- Origin: Tulsa, Oklahoma
- Genres: Instrumental Music Instrumental Hip Hop Instrumental Rock Jazz
- Years active: 1994–present
- Members: Brian Haas Joshua Raymer Chris Combs
- Website: JFJO.com

= Jacob Fred Jazz Odyssey =

American instrumental music group

Jacob Fred Jazz Odyssey (or JFJO or The Fred) is an American instrumental music group started in Tulsa, Oklahoma in 1994. The band has had 16 different members in 20 years and put out 26 albums under the leadership of keyboardist/composer Brian Haas. The current lineup is Haas on piano, Fender Rhodes and synthesizers, Josh Raymer (joined 2007) on drums and Chris Combs (joined 2008) on electric guitar, lap steel, and synthesizer.

JFJO's music is not easily categorized; although it is mostly in the jazz idiom, it draws from hip hop, funk and rock music. Critic Alex Henderson describes the band's music as a "mildly avant-garde blend of jazz, rock and funk [that] draws on a wide variety of influences ... Often quirky, eccentric and abstract, JFJO favors an inside/outside approach but is usually more inside than outside", while critic Scott Yanow describes the group as "fascinating". Their live shows include compositions by John Coltrane, Duke Ellington, Charles Mingus, and Thelonious Monk among others, and include long experimental improvisations that, at times, could be considered atonal. Furthermore, the band's early years as an octet featured a strong hip-hop influence.

The group began with different monikers and members in the early '90s including founding members Haas and Reed Mathis, as well as Sean Layton, Dove McHargue, Matt Leland, and Kyle Wright. In 1994, after repeated viewings of This Is Spinal Tap and increased attendance at their shows, the band members agreed on "Jacob Fred Jazz Odyssey" as the band's new name. "Jazz Odyssey" came from a scene in Spinal Tap and "Jacob Fred" was what Haas wanted his unborn brother to be named at age 3.

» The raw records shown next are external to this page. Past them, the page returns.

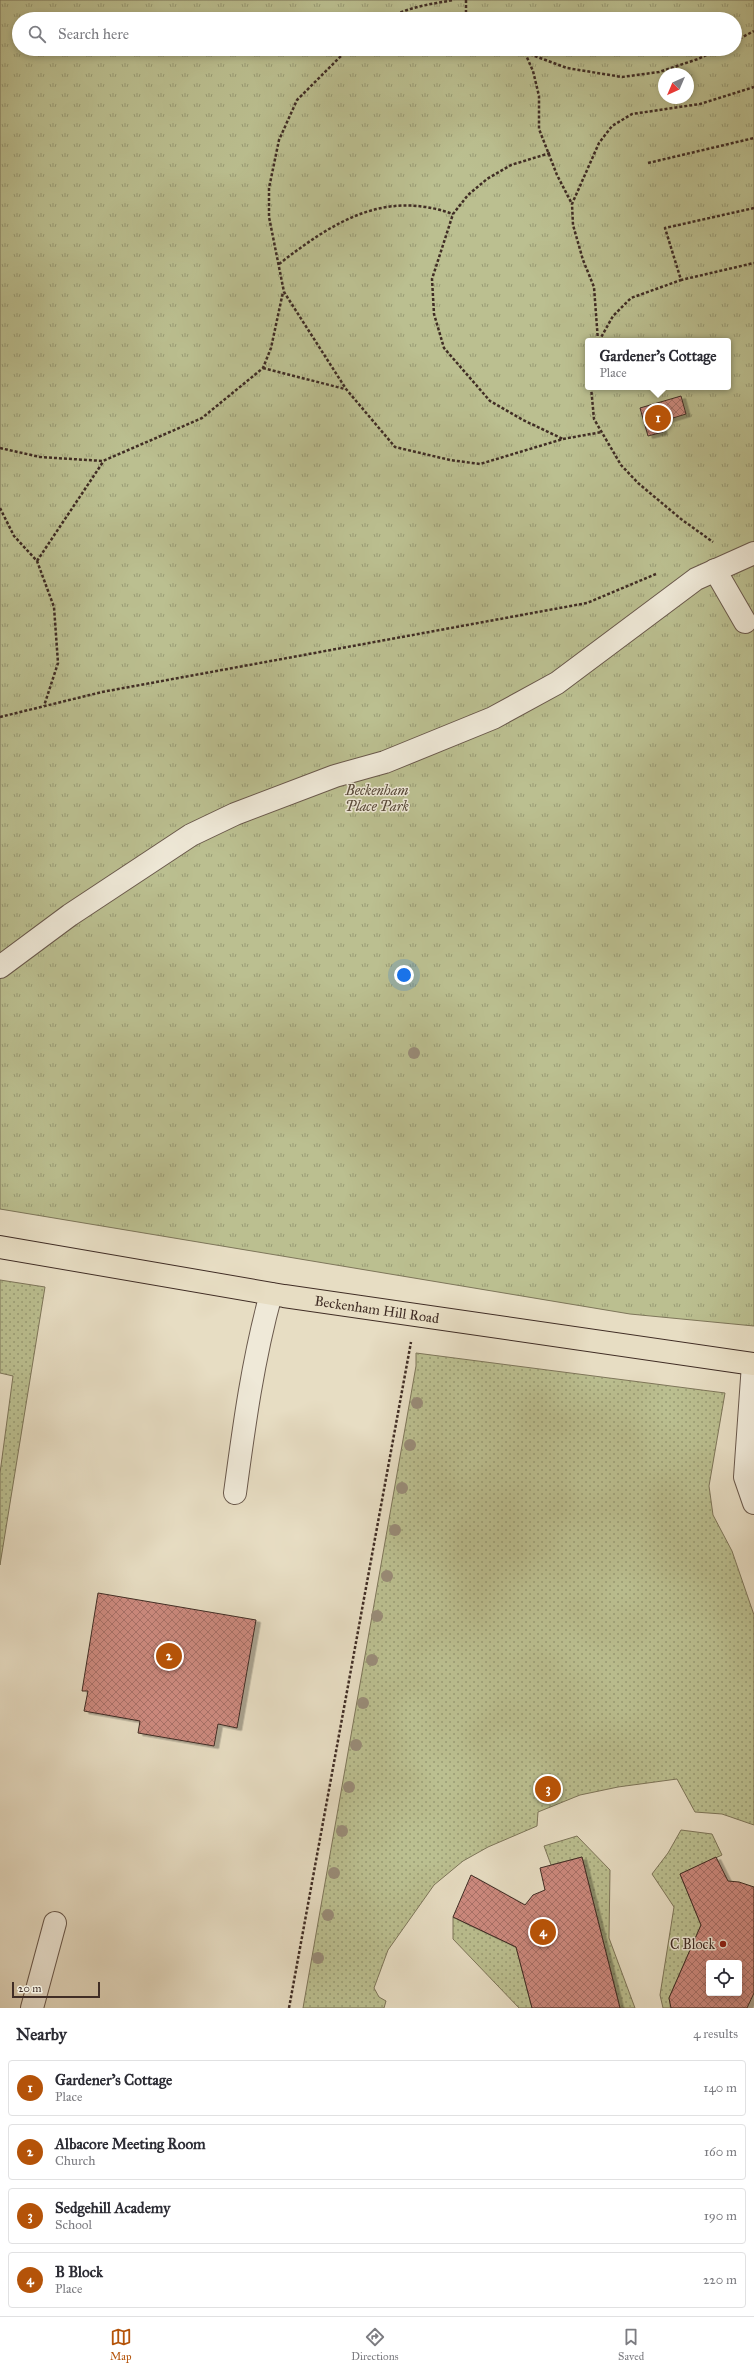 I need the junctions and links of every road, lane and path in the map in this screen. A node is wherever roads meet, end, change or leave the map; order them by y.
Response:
1 (454, 0) edge
2 (466, 0) edge
3 (402, 12) edge
4 (466, 12) edge
5 (754, 31) edge
6 (742, 37) edge
7 (341, 56) edge
8 (526, 56) edge
9 (535, 56) edge
10 (704, 56) edge
11 (754, 87) edge
12 (754, 138) edge
13 (550, 153) junction
14 (648, 163) dead end
15 (572, 204) junction
16 (754, 208) edge
17 (453, 214) junction
18 (754, 263) edge
19 (279, 264) junction
20 (681, 280) junction
21 (284, 292) junction
22 (599, 338) edge
23 (601, 338) edge
24 (263, 368) junction
25 (346, 389) junction
26 (590, 390) edge
27 (602, 432) junction
28 (563, 439) junction
29 (0, 448) edge
30 (103, 461) junction
31 (0, 508) edge
32 (754, 553) edge
33 (37, 561) junction
34 (722, 567) junction
35 (657, 574) dead end
36 (744, 622) dead end
37 (44, 707) junction
38 (0, 717) edge
39 (0, 967) edge
40 (0, 1246) edge
41 (271, 1294) junction
42 (416, 1315) junction
43 (754, 1364) edge
44 (236, 1493) dead end
45 (754, 1503) edge
46 (55, 1923) dead end
47 (32, 2008) edge
48 (289, 2008) edge

1 - 3 path
2 - 4 path
5 - 6 path
7 - 19 path
8 - 13 path
9 - 10 path
11 - 15 path
12 - 14 path
13 - 15 path
13 - 17 path
15 - 22 path
16 - 20 path
17 - 19 path
17 - 28 path
18 - 20 path
19 - 21 path
20 - 23 path
21 - 24 path
21 - 25 path
24 - 25 path
24 - 30 path
25 - 28 path
26 - 27 path
27 - 28 path
27 - 34 path
29 - 30 path
30 - 33 path
31 - 33 path
32 - 34 street
33 - 37 path
34 - 36 street
34 - 39 street
35 - 37 path
37 - 38 path
40 - 41 main road, Beckenham Hill Road
41 - 42 main road, Beckenham Hill Road
41 - 44 street
42 - 43 main road, Beckenham Hill Road
42 - 48 path
43 - 45 street
46 - 47 street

==History and classifications==
Originating in Tulsa, Oklahoma as an octet with a horn section in 1994, JFJO became a trio in the summer of 2000, initially performing as the Jacob Fred Trio in January 2000. Drummer Matthew Edwards left the group in early 2001; his replacement was Richard Haas, the brother of Brian, who performed with the group until October 2001. Jason Smart joined in late October 2001, becoming a member of the band until 2007. After Smart's departure, in June 2007, it was announced that Josh Raymer would be replacing Smart on drums. They have toured North America and Europe extensively and shared the stage with Medeski, Martin and Wood, Bill Frisell, Les Claypool, Scott Amendola, Charlie Hunter, Al Di Meola, Stanton Moore, John Scofield, Galactic, moe., Bonerama, Marco Benevento, Joe Russo, Kirk Joseph, The Dirty Dozen Brass Band, Rebirth Brass Band, Mike Dillon, Skerik, Johnny Vidacovich, Karl Denson, Mike Clark, The Barr Brothers, Joseph "Zigaboo" Modileste, John Ellis, Bluetech, Eskmo, Welder, Vibesquad, Robin Eubanks, Marshall Allen, George Garzone, and Steve Kimock among others.

==2004–2008==
In 2004 the band released Walking With Giants, their first album with noted producer Joel Dorn's Hyena Records. Noteworthy for being JFJO's first studio album to contain acoustic piano, Walking With Giants was also the band's first studio album since 2000's Self is Gone.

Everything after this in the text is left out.